Critical Condition: Lambs of God

Lambs of God | SoHo2, 9.30 Tuesdays

☆☆☆☆ “Foxtel’s intensely gothic and deliriously compelling four-part series Lambs of God, from the creator/writer Sarah Lambert (adapting Marele Day’s best-selling novel) and, marking his best work yet, director Jeffrey Walker (Ali’s Wedding, Dance Academy: The Movie, Riot). It plays out like a religious-themed Misery, with a hapless male protagonist rather, shall we say, overcome by hosts of a place that wouldn’t get a great rating on AirBnB.” — The Guardian.

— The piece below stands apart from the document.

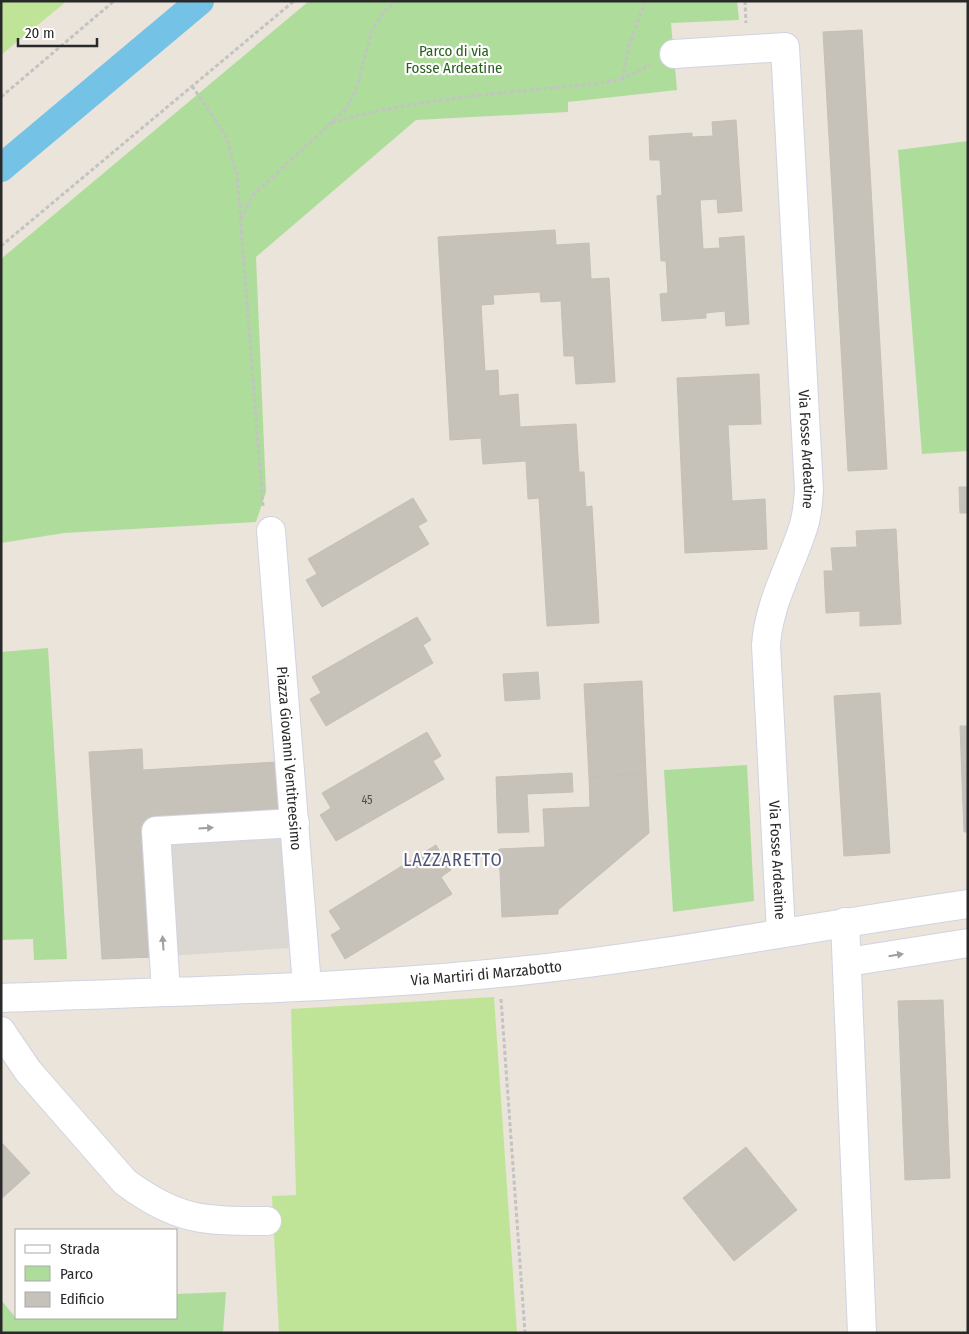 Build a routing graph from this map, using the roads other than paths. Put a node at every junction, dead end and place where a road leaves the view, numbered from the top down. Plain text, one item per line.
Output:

☆☆☆☆ “The production values are wonderful, and the story takes you to unexpected places and depths. It subverts your expectations, starting off as a gothic thriller before shifting gears into something more transcendent. Even though the back half of the series feels a little rushed, by then you’re hooked, and you are committed … Its rich themes are universal, applicable to any culture with a tradition of storytelling (ie. all of them), as it weaves its narrative and filmic magic across the screen.” —

☆☆☆☆ “Expect the unexpected in this audacious international co-production. With a global cast (headed by Aussie Essie Davis, Brit Jessica Barden and American Ann Dowd) and astonishing Tasmanian and New South Wales landscapes standing in for some place that might or might not be Ireland – ravishingly captured by cinematographer Don McAlpine – Lambs of God is just as free and easy with its genre-hopping.” — Sydney Morning Herald.

☆☆☆ Lambs of God staggers from superheated passion – like a modern-day take on the Joan of Arc story – to absurd bathos … But, look, this destabilisation of tone and genre – clumsy as it seems and off-putting as it most definitely is – pays enormous dividends in the final chapter.” — Screen Hub.

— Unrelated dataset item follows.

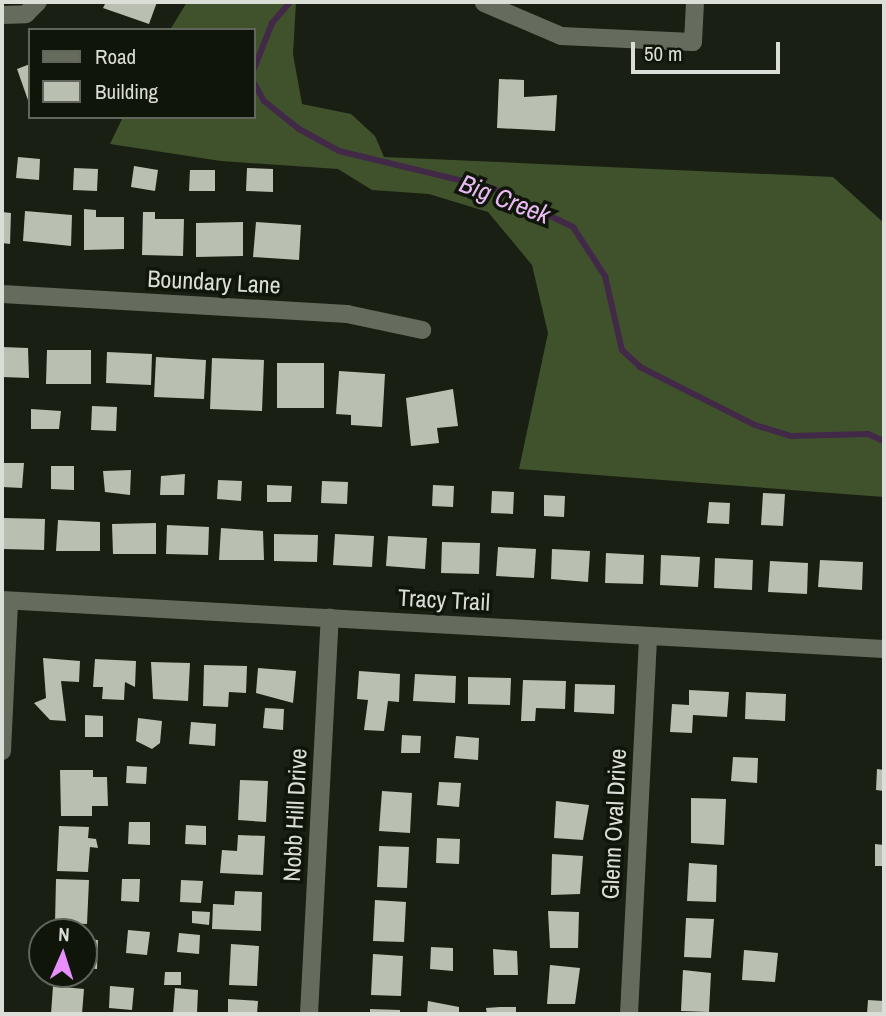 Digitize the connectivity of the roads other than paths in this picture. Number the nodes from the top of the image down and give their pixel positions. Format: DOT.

☆☆☆ “The isolation and tension in the book, with three nuns hiding on an island church for an escape into a warped version of formalised religion is fairly well reflected in the TV show. However I think the story is far more impressive in filmic form – the reworking of fairy tales is particularly poignant in the final episode – and the performances of Ann Dowd (who played Aunt Lydia in The Handmaid’s Tale), Essie Davis (the Phryne Fisher stories) and Jessica Barden as the leads are particularly engaging.” — Patheos.